Check if elements list are in column DataFrame-CodePudding

Objective: I have a list of 200 elements(urls) and I would like to check if each one is in a specific column of the Dataframe. If it is, I would like to remove the element from the list.

Problem: I am trying a similar solution by adding to a new list the ones that are not there but it adds all of them.

pruned = []
for element in list1:
    if element not in transfer_history['Link']:
        pruned.append(element)

I have also tried the solution I asked for without success. I think it's a simple thing but I can't find the key.

for element in list1:
    if element in transfer_history['Link']:
        list1.remove(element)

CodePudding user response：

When you use in with a pandas series, you are searching the index, not the values. To get around this, convert the column to a list using transfer_history['Link'].tolist(), or better, convert it to a set.

links = set(transfer_history["Link"])

A good way to filter the list is like this:

pruned = [element for element in list1 if element not in links]

Don't remove elements from the list while iterating over it, which may have unexpected results.

CodePudding user response：

Remember, your syntax for transfer_history['Link'] is the entire column itself.
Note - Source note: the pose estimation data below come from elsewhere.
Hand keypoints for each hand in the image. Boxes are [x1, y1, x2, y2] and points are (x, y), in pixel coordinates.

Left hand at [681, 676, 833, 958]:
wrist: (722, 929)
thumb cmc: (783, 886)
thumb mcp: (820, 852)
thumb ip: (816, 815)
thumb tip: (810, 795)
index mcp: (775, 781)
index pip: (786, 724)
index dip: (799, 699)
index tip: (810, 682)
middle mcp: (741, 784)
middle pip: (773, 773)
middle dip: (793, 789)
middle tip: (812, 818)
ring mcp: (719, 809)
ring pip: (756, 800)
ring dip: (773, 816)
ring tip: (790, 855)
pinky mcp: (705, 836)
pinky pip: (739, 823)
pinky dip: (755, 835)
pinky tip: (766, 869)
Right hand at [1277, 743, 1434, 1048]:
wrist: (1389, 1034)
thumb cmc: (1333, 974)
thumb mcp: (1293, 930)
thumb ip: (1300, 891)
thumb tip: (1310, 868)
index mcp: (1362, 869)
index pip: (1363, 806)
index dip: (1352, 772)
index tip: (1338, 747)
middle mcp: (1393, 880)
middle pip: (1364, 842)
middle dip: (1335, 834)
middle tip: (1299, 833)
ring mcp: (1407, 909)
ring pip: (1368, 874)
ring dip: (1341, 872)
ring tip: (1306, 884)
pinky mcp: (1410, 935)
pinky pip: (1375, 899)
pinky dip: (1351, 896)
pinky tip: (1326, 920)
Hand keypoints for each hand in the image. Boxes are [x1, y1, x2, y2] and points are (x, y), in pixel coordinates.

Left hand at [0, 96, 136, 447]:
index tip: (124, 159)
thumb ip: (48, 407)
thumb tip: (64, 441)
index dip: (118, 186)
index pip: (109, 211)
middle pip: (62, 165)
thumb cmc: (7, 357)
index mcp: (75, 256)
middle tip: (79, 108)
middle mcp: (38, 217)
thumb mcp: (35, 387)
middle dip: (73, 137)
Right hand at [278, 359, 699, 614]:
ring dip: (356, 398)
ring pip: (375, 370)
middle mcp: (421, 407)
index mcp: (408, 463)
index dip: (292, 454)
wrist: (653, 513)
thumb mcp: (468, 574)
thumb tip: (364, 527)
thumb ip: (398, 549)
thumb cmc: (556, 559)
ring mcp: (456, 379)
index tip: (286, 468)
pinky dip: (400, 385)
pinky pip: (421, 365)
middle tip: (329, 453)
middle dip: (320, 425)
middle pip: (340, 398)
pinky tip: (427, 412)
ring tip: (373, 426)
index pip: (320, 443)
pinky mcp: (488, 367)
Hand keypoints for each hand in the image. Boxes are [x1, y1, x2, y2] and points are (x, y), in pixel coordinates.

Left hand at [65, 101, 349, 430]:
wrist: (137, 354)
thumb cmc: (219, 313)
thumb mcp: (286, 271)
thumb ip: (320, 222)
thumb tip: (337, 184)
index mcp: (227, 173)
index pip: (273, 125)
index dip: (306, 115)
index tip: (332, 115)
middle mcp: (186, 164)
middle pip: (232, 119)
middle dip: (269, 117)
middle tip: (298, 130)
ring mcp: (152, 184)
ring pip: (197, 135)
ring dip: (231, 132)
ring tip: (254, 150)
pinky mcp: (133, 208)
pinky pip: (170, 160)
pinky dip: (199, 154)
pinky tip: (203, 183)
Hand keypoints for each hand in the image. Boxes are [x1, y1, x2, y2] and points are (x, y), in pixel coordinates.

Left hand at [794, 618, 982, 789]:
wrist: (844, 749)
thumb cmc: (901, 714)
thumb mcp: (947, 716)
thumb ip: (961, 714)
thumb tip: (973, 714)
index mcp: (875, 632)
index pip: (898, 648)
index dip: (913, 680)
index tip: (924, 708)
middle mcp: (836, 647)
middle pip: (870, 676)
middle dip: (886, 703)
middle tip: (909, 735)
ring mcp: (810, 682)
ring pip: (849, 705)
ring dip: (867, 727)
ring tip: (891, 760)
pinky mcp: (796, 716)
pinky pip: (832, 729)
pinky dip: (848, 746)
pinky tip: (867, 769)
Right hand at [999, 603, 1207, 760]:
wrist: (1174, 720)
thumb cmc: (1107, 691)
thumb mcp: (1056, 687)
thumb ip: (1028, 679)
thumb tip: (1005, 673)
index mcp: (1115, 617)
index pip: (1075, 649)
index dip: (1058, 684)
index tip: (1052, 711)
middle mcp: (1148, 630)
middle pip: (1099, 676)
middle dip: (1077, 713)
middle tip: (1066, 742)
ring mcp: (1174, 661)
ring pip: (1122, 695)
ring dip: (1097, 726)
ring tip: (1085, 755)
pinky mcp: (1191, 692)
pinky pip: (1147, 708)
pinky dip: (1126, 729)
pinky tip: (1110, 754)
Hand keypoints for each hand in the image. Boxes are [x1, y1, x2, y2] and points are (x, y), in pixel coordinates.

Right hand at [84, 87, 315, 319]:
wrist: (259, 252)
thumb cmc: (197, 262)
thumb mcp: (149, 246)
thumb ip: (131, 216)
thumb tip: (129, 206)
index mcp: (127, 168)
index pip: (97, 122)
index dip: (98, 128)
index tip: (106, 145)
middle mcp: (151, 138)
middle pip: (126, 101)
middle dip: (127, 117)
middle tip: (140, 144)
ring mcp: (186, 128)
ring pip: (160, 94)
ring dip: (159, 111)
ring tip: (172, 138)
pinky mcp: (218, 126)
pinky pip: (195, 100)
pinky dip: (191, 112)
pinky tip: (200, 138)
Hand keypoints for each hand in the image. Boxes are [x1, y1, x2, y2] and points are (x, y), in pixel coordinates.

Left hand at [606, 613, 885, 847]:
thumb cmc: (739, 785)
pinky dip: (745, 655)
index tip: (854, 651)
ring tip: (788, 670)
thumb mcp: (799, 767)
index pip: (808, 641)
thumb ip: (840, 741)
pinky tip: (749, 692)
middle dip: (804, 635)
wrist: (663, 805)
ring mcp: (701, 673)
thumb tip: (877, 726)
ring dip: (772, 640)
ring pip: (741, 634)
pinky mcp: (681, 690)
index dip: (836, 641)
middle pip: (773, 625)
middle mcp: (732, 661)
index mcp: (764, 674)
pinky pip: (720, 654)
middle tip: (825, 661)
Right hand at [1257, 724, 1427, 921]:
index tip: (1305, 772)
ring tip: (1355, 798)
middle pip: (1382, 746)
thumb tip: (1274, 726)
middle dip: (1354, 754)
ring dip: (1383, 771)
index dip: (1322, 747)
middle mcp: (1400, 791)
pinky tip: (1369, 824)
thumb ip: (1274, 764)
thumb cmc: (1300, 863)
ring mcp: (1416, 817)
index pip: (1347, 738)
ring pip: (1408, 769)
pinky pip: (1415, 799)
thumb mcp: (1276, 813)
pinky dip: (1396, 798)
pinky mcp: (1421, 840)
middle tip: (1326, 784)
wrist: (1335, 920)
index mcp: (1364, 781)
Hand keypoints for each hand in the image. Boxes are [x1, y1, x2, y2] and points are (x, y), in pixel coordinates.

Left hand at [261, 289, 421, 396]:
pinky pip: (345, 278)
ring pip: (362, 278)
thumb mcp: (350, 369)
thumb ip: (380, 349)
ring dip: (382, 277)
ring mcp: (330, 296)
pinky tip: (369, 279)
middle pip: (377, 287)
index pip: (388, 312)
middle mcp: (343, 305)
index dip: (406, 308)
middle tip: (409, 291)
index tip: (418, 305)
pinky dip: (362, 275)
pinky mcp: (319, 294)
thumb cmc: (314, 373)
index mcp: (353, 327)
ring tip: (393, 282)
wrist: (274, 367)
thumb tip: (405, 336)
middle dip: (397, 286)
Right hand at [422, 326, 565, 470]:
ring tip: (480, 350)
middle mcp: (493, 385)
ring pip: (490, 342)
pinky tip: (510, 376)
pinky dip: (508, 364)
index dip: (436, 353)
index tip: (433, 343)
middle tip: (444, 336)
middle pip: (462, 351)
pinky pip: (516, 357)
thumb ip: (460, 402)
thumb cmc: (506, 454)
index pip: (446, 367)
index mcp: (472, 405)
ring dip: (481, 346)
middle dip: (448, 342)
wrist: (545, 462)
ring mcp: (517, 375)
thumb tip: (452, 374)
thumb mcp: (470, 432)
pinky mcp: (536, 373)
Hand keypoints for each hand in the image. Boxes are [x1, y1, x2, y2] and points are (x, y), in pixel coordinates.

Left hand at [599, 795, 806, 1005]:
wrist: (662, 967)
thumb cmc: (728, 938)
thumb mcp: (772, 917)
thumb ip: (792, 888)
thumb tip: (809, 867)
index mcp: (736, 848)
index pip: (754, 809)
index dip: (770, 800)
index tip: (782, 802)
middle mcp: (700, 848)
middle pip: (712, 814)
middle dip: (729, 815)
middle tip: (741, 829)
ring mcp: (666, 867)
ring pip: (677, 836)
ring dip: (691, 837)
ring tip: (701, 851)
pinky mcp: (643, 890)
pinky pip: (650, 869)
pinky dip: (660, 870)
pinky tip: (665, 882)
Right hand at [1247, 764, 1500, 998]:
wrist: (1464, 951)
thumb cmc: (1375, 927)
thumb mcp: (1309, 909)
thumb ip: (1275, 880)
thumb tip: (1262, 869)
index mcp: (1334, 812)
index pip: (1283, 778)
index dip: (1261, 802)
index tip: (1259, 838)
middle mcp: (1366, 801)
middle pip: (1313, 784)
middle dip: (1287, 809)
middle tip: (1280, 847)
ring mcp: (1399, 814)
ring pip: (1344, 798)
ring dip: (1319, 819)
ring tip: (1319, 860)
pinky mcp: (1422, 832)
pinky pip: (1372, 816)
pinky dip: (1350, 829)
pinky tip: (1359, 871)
You need to call each item in the column using another array transfer_history['Link'][x]. Use a for loop to iterate through each item in the column.

Or a much easier way is to just check if the item is in a list made of the entire column with a one liner:

pruned = []
for element in list1:
    if element not in [link for link in transfer_history['Link']]:
        pruned.append(element)

CodePudding user response：

If the order of the urls doesn't matter, this can be simplified a lot using sets:

list1 = list(set(list1) - set(transfer_history['Link']))